### WHAT IS NEEDED
Hunt through the entries for the word "Grove" and copy each line in which it appears.

Stored items:

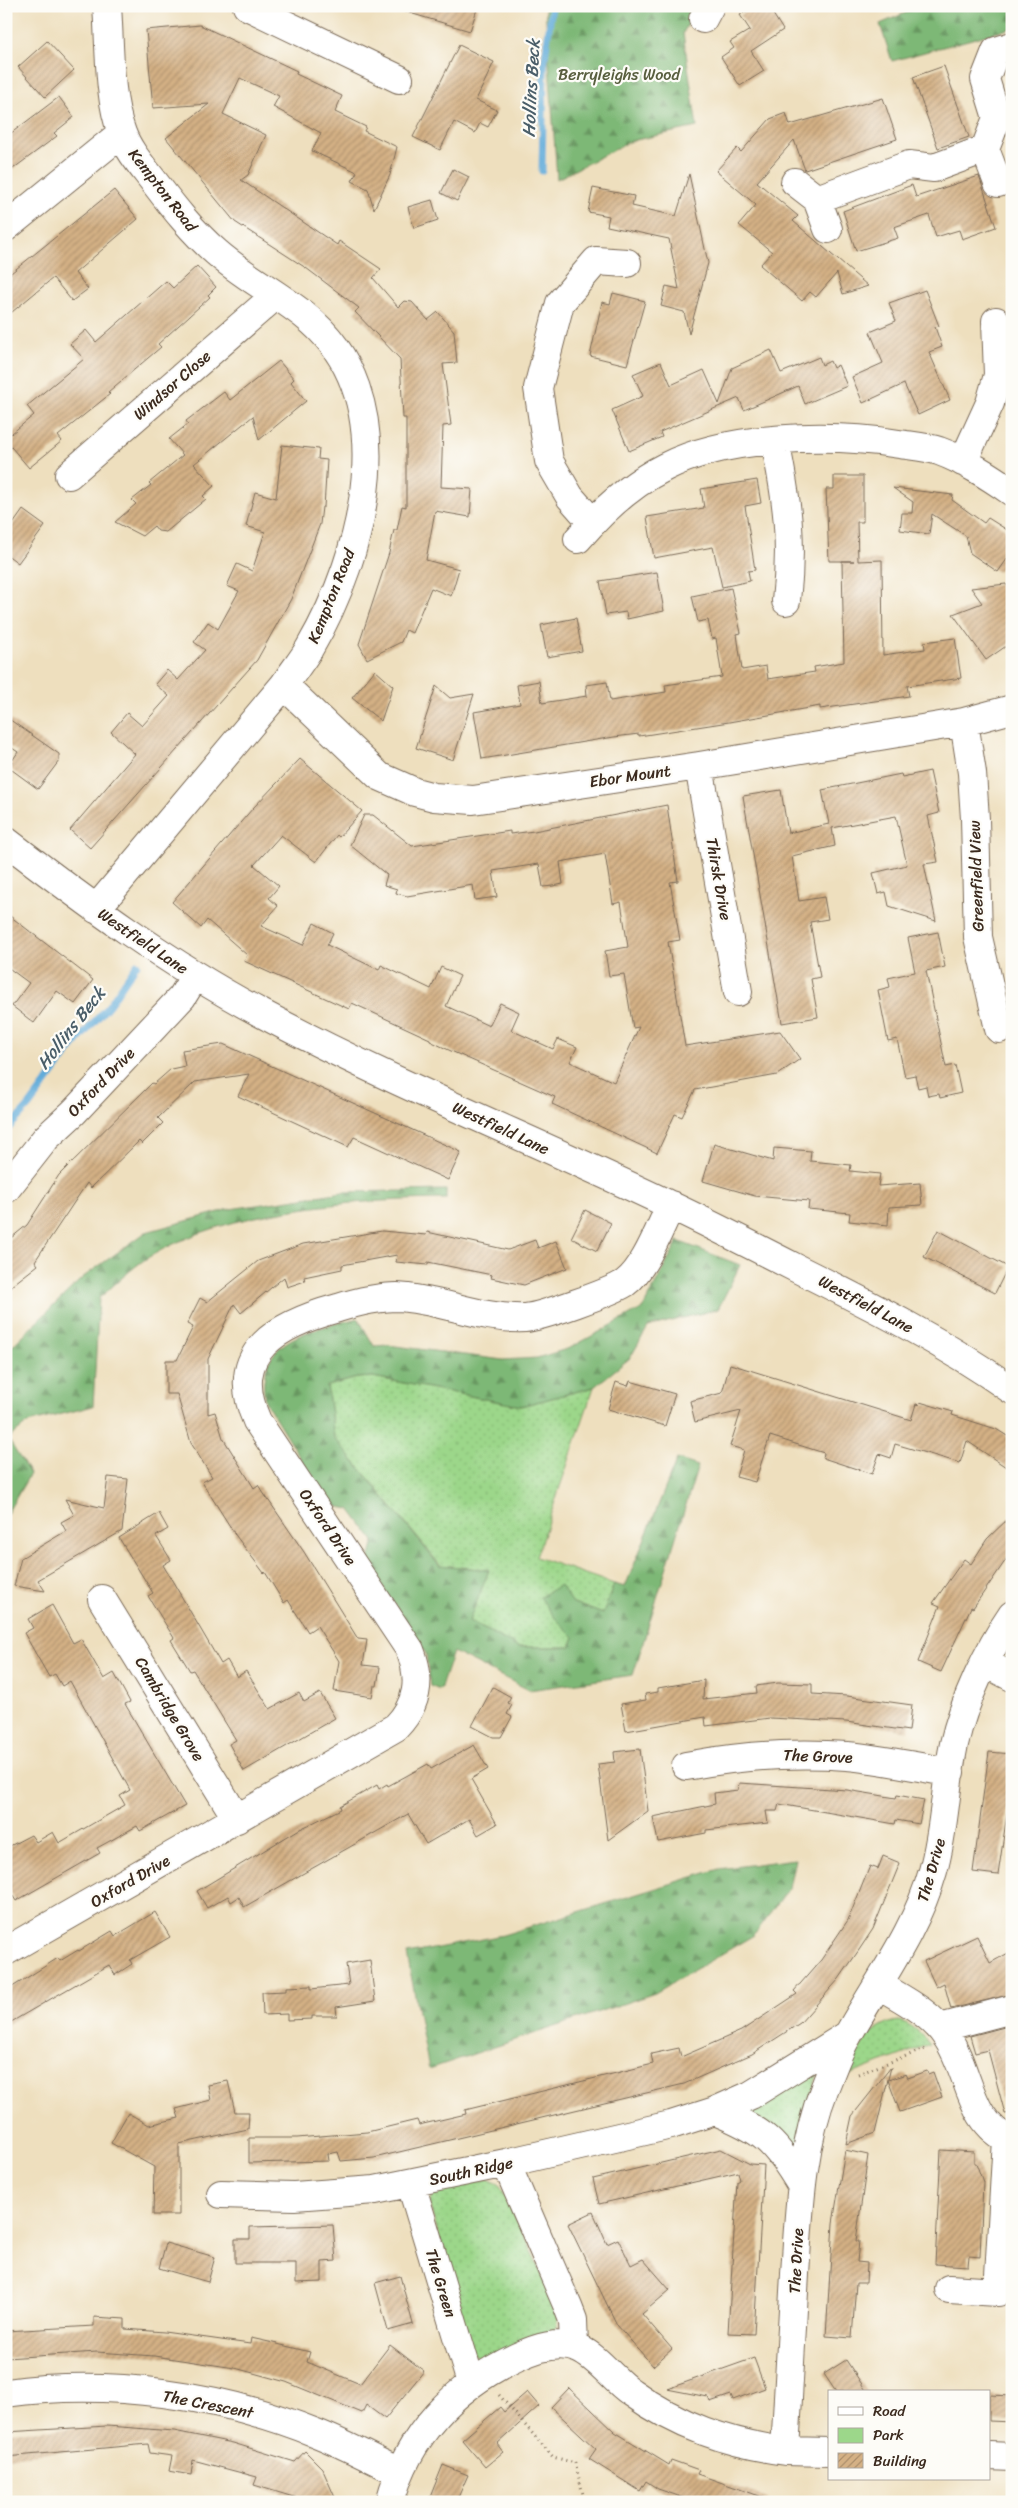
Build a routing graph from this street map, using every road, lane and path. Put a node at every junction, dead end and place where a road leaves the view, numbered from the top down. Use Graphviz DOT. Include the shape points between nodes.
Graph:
graph roads {
  1 [pos="107,6"];
  2 [pos="247,6"];
  3 [pos="1012,46"];
  4 [pos="399,79"];
  5 [pos="122,133"];
  6 [pos="985,149"];
  7 [pos="795,182"];
  8 [pos="998,183"];
  9 [pos="817,198"];
  10 [pos="6,227"];
  11 [pos="828,229"];
  12 [pos="628,262"];
  13 [pos="275,296"];
  14 [pos="996,321"];
  15 [pos="775,441"];
  16 [pos="963,462"];
  17 [pos="69,475"];
  18 [pos="1012,492"];
  19 [pos="786,601"];
  20 [pos="284,686"];
  21 [pos="1012,709"];
  22 [pos="964,722"];
  23 [pos="699,766"];
  24 [pos="6,841"];
  25 [pos="96,909"];
  26 [pos="195,976"];
  27 [pos="738,992"];
  28 [pos="999,1028"];
  29 [pos="6,1189"];
  30 [pos="671,1205"];
  31 [pos="1012,1390"];
  32 [pos="102,1598"];
  33 [pos="1012,1615"];
  34 [pos="985,1663"];
  35 [pos="1012,1677"];
  36 [pos="686,1766"];
  37 [pos="950,1772"];
  38 [pos="237,1819"];
  39 [pos="6,1952"];
  40 [pos="879,1984"];
  41 [pos="1012,2010"];
  42 [pos="944,2034"];
  43 [pos="846,2036"];
  44 [pos="825,2086"];
  45 [pos="715,2111"];
  46 [pos="1009,2140"];
  47 [pos="506,2163"];
  48 [pos="410,2184"];
  49 [pos="800,2185"];
  50 [pos="221,2194"];
  51 [pos="949,2289"];
  52 [pos="574,2348"];
  53 [pos="476,2379"];
  54 [pos="6,2394"];
  55 [pos="785,2451"];
  56 [pos="828,2452"];
  57 [pos="990,2456"];
  58 [pos="1012,2457"];
  59 [pos="399,2472"];
  60 [pos="390,2502"];
  61 [pos="585,2502"];
  1 -- 5 [label="street, Kempton Road" via="114,96"];
  2 -- 4 [label="street"];
  3 -- 6 [label="street" via="996,51 985,79 997,118"];
  5 -- 10 [label="street"];
  5 -- 13 [label="street, Kempton Road" via="130,150 188,226 217,253"];
  6 -- 8 [label="street"];
  6 -- 9 [label="street" via="934,168 909,165"];
  7 -- 9 [label="street"];
  9 -- 11 [label="street"];
  12 -- 15 [label="street" via="596,261 560,303 538,388 549,461 585,531 613,502 663,468 689,456"];
  13 -- 17 [label="street, Windsor Close"];
  13 -- 20 [label="street, Kempton Road" via="310,320 347,369 360,402 367,453 363,506 346,566 309,649"];
  14 -- 16 [label="street" via="998,375 990,403"];
  15 -- 16 [label="street" via="864,438 938,450"];
  15 -- 19 [label="street" via="789,518"];
  16 -- 18 [label="street"];
  20 -- 23 [label="street, Ebor Mount" via="379,776 434,797 473,800"];
  20 -- 25 [label="street, Kempton Road"];
  21 -- 22 [label="street, Ebor Mount"];
  22 -- 23 [label="street, Ebor Mount"];
  22 -- 28 [label="street, Greenfield View" via="972,773 978,937"];
  23 -- 27 [label="street, Thirsk Drive"];
  24 -- 25 [label="street, Westfield Lane"];
  25 -- 26 [label="street, Westfield Lane"];
  26 -- 29 [label="street, Oxford Drive" via="182,997 46,1138"];
  26 -- 30 [label="street, Westfield Lane" via="332,1048"];
  30 -- 31 [label="street, Westfield Lane" via="883,1312 945,1346"];
  30 -- 38 [label="street, Oxford Drive" via="640,1266 624,1283 540,1315 510,1317 413,1299 382,1298 317,1314 281,1329 256,1353 247,1388 250,1405 410,1650 417,1666 418,1683 415,1700 396,1727"];
  32 -- 38 [label="street, Cambridge Grove"];
  33 -- 34 [label="street, The Drive"];
  34 -- 35 [label="street"];
  34 -- 37 [label="street, The Drive" via="962,1715"];
  36 -- 37 [label="street, The Grove" via="726,1758 807,1754 848,1756"];
  37 -- 40 [label="street, The Drive" via="933,1871 918,1915"];
  38 -- 39 [label="street, Oxford Drive"];
  40 -- 42 [label="street" via="920,2010"];
  40 -- 43 [label="street, The Drive"];
  41 -- 42 [label="street"];
  42 -- 44 [label="path"];
  42 -- 46 [label="street" via="976,2109 988,2124"];
  43 -- 44 [label="street, The Drive"];
  43 -- 45 [label="street, South Ridge" via="751,2095"];
  44 -- 49 [label="street, The Drive"];
  45 -- 47 [label="street, South Ridge" via="670,2125"];
  45 -- 49 [label="street" via="746,2123 766,2136 783,2154"];
  46 -- 51 [label="street" via="998,2292"];
  47 -- 48 [label="street, South Ridge"];
  47 -- 52 [label="street" via="568,2306 573,2320"];
  48 -- 50 [label="street, South Ridge" via="334,2194"];
  48 -- 53 [label="street, The Green"];
  49 -- 55 [label="street, The Drive"];
  52 -- 53 [label="street" via="553,2345 540,2348"];
  52 -- 55 [label="street" via="590,2356 630,2392 670,2417 737,2443"];
  53 -- 59 [label="street" via="426,2425"];
  53 -- 61 [label="path" via="553,2457 575,2463"];
  54 -- 59 [label="street, The Crescent" via="73,2388 122,2390 221,2404 270,2416 316,2433"];
  55 -- 56 [label="street"];
  57 -- 58 [label="street"];
  59 -- 60 [label="street"];
}
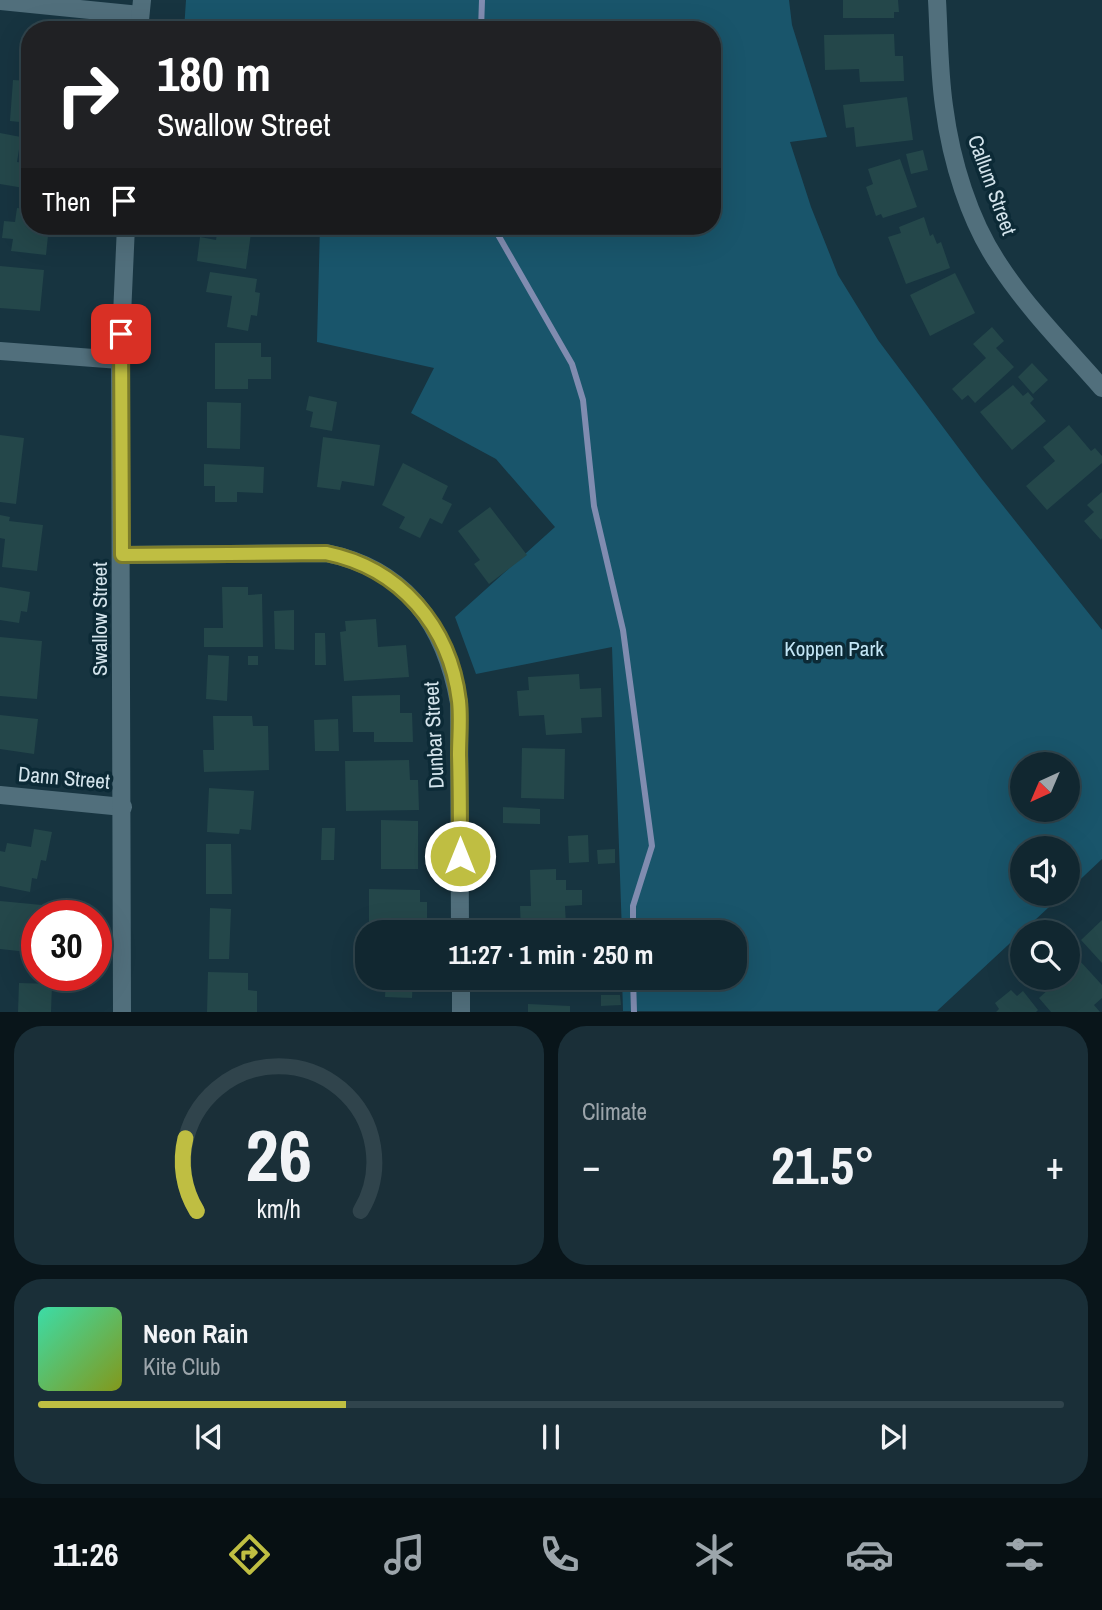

### WORKED SOLUTION
  32 -- 38 [label="street, Cambridge Grove"];
  36 -- 37 [label="street, The Grove" via="726,1758 807,1754 848,1756"];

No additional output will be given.